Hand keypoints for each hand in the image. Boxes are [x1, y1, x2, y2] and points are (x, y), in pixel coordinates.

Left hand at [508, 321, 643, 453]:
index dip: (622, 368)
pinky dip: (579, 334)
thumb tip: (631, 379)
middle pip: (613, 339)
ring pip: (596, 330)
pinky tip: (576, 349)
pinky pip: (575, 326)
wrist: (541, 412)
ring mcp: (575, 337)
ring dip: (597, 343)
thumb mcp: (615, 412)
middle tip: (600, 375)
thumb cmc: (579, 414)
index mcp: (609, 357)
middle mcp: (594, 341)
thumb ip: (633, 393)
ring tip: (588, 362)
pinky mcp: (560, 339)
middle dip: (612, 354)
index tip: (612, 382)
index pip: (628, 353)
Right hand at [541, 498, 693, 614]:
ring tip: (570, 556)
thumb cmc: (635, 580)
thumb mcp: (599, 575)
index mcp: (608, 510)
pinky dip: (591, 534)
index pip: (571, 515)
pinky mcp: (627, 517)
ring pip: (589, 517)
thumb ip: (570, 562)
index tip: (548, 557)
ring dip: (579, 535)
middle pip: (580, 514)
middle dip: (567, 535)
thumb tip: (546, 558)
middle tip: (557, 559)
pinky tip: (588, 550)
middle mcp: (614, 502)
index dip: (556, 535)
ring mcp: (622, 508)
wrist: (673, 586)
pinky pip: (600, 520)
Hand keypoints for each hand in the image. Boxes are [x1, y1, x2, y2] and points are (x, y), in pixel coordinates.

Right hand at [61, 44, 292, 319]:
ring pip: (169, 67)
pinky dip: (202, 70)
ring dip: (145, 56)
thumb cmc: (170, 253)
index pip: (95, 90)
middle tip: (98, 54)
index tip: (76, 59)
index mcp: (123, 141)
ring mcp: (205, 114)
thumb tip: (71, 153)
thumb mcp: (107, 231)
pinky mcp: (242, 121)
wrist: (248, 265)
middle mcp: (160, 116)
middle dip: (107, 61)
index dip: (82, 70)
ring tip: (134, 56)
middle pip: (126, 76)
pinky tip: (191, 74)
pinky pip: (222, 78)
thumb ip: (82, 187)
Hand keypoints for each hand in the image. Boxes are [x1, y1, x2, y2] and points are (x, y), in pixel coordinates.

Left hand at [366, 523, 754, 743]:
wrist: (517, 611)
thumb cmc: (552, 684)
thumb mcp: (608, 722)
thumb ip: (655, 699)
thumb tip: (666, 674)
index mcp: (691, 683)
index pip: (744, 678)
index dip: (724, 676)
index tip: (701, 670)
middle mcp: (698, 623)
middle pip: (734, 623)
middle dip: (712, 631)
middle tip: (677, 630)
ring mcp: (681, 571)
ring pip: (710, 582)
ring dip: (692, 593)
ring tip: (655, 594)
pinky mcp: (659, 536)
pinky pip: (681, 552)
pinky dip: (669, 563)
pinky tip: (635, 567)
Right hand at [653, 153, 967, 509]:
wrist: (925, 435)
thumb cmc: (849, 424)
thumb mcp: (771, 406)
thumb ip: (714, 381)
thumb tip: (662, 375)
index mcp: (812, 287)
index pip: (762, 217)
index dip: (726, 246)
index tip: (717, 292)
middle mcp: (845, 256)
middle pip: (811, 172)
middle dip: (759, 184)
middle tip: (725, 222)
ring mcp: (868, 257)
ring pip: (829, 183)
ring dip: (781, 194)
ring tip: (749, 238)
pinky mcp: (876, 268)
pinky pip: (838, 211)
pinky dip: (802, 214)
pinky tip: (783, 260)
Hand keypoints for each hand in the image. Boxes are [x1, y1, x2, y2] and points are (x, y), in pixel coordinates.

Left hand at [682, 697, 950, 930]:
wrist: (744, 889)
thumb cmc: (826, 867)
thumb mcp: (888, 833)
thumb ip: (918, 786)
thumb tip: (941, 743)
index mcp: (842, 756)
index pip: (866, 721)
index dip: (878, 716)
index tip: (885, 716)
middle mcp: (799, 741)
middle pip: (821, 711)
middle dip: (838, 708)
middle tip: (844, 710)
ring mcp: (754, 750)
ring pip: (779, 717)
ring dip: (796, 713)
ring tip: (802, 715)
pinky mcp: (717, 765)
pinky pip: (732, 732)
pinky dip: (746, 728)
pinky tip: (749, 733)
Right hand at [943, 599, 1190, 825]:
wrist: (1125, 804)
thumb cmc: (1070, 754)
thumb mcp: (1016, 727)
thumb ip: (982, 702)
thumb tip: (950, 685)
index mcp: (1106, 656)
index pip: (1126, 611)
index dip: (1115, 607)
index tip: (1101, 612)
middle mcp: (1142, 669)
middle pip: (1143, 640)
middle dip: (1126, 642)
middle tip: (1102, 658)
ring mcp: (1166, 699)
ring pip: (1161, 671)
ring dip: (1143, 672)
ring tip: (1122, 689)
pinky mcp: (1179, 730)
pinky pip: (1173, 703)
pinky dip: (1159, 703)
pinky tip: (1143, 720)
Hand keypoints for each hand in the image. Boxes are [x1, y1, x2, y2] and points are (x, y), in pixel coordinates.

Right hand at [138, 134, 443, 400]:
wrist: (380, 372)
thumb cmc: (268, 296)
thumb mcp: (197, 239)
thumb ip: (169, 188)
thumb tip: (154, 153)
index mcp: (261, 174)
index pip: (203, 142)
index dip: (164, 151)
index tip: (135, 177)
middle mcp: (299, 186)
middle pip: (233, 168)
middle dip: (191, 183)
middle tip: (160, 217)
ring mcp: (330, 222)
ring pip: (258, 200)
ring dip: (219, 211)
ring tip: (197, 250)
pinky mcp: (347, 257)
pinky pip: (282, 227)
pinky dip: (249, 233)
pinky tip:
++++
• WORK TO COMPLETE: The required answer is the run of lines above, starting at the line with "index dip: (556, 535)" and ending at the line with "thumb ip: (714, 381)", reproduced exactly with both ends.

• RESPONSE BOX:
index dip: (556, 535)
ring mcp: (622, 508)
wrist: (673, 586)
pinky pip: (600, 520)
Hand keypoints for each hand in the image. Boxes are [x1, y1, x2, y2] and points are (x, y), in pixel coordinates.

Right hand at [61, 44, 292, 319]:
ring pip: (169, 67)
pinky dip: (202, 70)
ring dip: (145, 56)
thumb cmc: (170, 253)
index pip: (95, 90)
middle tip: (98, 54)
index tip: (76, 59)
index mcp: (123, 141)
ring mcp: (205, 114)
thumb tip: (71, 153)
thumb mcp: (107, 231)
pinky mcp: (242, 121)
wrist: (248, 265)
middle mcp: (160, 116)
middle dip: (107, 61)
index dip: (82, 70)
ring tip: (134, 56)
middle pip: (126, 76)
pinky tip: (191, 74)
pinky pip: (222, 78)
thumb ip: (82, 187)
Hand keypoints for each hand in the image. Boxes are [x1, y1, x2, y2] and points are (x, y), in pixel coordinates.

Left hand at [366, 523, 754, 743]:
wrist: (517, 611)
thumb cmc: (552, 684)
thumb mcp: (608, 722)
thumb ip: (655, 699)
thumb tip: (666, 674)
index mcp: (691, 683)
index pip: (744, 678)
index dip: (724, 676)
index tip: (701, 670)
middle mcp: (698, 623)
middle pip: (734, 623)
middle dip: (712, 631)
middle tip: (677, 630)
ring mcp: (681, 571)
ring pip: (710, 582)
ring dip: (692, 593)
ring tip: (655, 594)
pinky mcp: (659, 536)
pinky pip: (681, 552)
pinky dip: (669, 563)
pinky tip: (635, 567)
Right hand at [653, 153, 967, 509]:
wrist: (925, 435)
thumb cmc: (849, 424)
thumb mcp: (771, 406)
thumb ip: (714, 381)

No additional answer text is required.